Medical Diagnosis and Treatment
AI models can analyze medical images and patient data to detect diseases with remarkable speed. They excel at identifying patterns that might escape the human eye, from spotting tumours in scans to predicting patient risk factors. However, the final call
must rest with a human doctor. AI can suffer from biases in its training data, potentially making it less effective for certain demographic groups. It also lacks the contextual understanding a physician brings—knowledge of a patient's lifestyle, family history, and personal values. An AI might recommend an aggressive treatment, but a doctor can weigh that against the patient's quality of life. In a field where errors can have life-or-death consequences, AI is a powerful diagnostic assistant, not the final decision-maker.
Automated Hiring and Recruitment
Companies are increasingly using AI to screen thousands of job applications, aiming to find the best candidates faster. These tools promise to reduce manual effort and even remove human bias. However, studies have shown that these systems can develop their own forms of bias, unfairly screening out candidates from specific racial or gender groups. An AI might learn from historical company data that most top performers were from a certain background and start favouring similar new applicants, reinforcing a lack of diversity. Furthermore, AI struggles to evaluate soft skills, creativity, or culture fit—qualities that a human recruiter assesses through conversation and intuition. Human review is essential to ensure fairness and to find the candidate who is truly the best fit, not just the one an algorithm prefers.

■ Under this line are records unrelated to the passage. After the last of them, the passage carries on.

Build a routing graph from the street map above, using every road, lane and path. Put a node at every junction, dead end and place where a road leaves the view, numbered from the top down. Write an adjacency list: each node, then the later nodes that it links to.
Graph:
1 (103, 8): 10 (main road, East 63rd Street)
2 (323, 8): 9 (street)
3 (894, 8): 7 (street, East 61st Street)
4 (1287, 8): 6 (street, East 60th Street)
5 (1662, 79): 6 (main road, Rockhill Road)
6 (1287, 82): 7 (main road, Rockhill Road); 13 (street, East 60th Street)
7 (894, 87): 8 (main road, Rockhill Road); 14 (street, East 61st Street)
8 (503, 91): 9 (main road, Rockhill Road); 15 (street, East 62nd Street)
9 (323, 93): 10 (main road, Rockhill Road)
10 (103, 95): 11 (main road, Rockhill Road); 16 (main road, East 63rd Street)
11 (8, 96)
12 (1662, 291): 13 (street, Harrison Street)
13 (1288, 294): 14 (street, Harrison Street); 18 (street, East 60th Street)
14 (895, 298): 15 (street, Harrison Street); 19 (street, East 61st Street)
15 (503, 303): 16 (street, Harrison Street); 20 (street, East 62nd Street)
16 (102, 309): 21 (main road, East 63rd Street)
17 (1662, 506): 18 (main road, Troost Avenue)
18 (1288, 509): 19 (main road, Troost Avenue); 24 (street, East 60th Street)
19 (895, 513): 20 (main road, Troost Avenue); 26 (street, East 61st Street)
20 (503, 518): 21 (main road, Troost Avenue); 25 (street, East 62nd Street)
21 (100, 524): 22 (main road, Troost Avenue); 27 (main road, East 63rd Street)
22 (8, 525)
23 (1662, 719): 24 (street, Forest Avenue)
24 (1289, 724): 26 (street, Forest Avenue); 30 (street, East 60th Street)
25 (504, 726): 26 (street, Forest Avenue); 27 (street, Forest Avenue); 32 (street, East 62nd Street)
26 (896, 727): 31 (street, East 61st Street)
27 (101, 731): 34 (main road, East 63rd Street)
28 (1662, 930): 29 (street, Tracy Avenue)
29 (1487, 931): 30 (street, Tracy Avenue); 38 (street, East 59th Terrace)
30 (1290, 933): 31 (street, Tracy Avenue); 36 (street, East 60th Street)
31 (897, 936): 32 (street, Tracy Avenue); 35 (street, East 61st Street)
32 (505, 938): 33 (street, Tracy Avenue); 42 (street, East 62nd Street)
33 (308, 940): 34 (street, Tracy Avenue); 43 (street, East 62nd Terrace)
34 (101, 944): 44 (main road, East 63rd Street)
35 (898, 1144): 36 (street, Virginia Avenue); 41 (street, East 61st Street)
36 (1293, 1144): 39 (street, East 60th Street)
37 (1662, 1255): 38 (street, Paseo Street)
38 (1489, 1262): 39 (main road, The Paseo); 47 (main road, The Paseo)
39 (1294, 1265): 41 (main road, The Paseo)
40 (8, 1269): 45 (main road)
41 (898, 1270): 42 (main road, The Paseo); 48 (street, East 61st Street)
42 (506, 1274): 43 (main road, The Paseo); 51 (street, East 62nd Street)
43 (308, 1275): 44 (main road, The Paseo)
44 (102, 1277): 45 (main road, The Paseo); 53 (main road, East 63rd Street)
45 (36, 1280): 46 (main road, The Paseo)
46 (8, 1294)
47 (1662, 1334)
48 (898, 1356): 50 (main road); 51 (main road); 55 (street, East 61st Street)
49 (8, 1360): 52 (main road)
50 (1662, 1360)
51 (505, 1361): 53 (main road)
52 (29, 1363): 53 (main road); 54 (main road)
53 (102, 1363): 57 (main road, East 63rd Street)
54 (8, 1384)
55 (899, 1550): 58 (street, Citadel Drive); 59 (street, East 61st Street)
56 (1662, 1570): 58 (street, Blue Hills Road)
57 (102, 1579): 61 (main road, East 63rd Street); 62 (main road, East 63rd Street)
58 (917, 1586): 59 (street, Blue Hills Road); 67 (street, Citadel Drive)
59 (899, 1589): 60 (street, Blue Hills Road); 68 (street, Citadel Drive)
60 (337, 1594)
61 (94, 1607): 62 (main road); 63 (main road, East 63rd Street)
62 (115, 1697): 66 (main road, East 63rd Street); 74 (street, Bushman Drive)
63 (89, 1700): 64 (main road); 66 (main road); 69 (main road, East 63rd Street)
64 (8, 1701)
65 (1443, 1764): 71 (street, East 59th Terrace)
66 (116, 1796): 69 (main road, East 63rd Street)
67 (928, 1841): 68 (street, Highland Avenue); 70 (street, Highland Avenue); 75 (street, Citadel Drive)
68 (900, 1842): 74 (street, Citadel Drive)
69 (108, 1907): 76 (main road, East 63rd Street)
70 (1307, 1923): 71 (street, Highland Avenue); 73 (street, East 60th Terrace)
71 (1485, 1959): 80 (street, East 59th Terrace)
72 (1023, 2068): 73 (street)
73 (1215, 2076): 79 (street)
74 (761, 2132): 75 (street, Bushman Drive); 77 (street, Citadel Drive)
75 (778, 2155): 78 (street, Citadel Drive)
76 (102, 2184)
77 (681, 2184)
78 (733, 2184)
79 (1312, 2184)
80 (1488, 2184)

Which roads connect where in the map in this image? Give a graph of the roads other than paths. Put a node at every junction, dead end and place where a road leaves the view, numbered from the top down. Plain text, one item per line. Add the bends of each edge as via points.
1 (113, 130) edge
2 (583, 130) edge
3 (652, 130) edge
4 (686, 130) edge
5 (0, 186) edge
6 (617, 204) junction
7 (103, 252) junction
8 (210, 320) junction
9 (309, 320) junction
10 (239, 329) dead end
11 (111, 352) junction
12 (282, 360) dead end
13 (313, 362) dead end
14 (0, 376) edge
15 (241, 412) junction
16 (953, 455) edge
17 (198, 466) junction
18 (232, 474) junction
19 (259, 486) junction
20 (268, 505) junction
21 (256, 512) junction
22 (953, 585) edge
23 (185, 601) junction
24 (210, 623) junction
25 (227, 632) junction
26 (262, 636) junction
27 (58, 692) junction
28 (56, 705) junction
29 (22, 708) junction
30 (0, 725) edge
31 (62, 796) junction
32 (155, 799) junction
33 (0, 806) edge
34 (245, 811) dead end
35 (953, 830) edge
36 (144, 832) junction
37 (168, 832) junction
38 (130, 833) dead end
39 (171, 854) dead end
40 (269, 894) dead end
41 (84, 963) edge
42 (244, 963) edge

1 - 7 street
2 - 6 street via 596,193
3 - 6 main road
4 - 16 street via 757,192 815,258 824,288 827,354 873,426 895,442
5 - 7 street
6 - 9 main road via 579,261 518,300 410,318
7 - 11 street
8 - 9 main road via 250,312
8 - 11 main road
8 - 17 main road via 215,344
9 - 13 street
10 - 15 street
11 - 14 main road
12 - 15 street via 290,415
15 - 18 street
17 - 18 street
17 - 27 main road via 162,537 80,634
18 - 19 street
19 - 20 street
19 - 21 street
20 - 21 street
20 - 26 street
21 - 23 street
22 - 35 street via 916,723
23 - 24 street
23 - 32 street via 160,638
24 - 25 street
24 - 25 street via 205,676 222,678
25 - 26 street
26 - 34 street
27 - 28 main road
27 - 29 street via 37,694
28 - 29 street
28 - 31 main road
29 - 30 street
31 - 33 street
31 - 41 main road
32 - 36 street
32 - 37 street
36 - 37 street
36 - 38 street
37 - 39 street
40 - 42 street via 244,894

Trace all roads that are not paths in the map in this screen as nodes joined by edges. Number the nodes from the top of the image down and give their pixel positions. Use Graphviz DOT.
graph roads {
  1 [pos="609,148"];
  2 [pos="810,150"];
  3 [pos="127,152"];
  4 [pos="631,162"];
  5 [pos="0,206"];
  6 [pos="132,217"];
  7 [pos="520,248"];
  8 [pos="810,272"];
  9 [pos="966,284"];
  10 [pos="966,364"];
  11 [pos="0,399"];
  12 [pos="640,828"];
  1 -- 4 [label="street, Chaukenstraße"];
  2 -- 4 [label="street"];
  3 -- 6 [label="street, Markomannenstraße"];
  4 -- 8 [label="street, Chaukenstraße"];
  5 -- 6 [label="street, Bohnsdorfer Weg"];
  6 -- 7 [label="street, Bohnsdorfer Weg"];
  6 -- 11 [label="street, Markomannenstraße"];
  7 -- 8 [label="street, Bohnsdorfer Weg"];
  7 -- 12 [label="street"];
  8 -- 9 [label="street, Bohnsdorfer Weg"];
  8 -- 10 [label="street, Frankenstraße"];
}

Legal and Contract Analysis
AI tools can now review legal documents and contracts in minutes, highlighting potential risks and summarizing key clauses. This provides a huge efficiency boost for legal teams. But the law is built on nuance, intent, and jurisdiction-specific interpretation—things AI often misunderstands. An AI might flag a standard clause as risky without understanding its common use in a particular industry, or it might fail to grasp the strategic objective behind a specific contractual term. There's also the risk of AI 'hallucinations,' where the system confidently invents fake case law or citations. For these reasons, a human lawyer must always perform the final review, using their judgment to interpret complex language and ensure the document aligns with client goals and legal realities.
Financial Fraud Detection
In banking and finance, AI systems monitor millions of transactions in real-time to detect fraud. They are incredibly effective at spotting anomalies and patterns indicative of criminal activity. The main challenge, however, is managing false positives—legitimate transactions that are incorrectly flagged as suspicious. While AI has drastically reduced false positives compared to older rule-based systems, they still occur. An incorrect flag can cause significant customer frustration, like a blocked card during an important purchase. Human analysts are needed to review flagged transactions, use contextual judgment to separate genuine threats from unusual-but-legitimate behavior, and prevent damage to customer relationships. They provide the final check before an account is frozen or a large payment is blocked.
Social Media Content Moderation
Major social platforms rely heavily on AI to automatically scan and remove millions of pieces of harmful content, from hate speech to graphic violence. Given the sheer volume, this is a task no human team could handle alone. However, AI struggles mightily with context, satire, and cultural nuance. A machine might mistakenly remove a user's post discussing their experience with racism because it detected certain keywords, while failing to identify a cleverly coded message of hate. Human moderators are essential for reviewing these ambiguous cases, interpreting the user's intent, and making the difficult judgment calls that algorithms cannot. They are the critical backstop for ensuring that freedom of expression is protected while keeping the platform safe.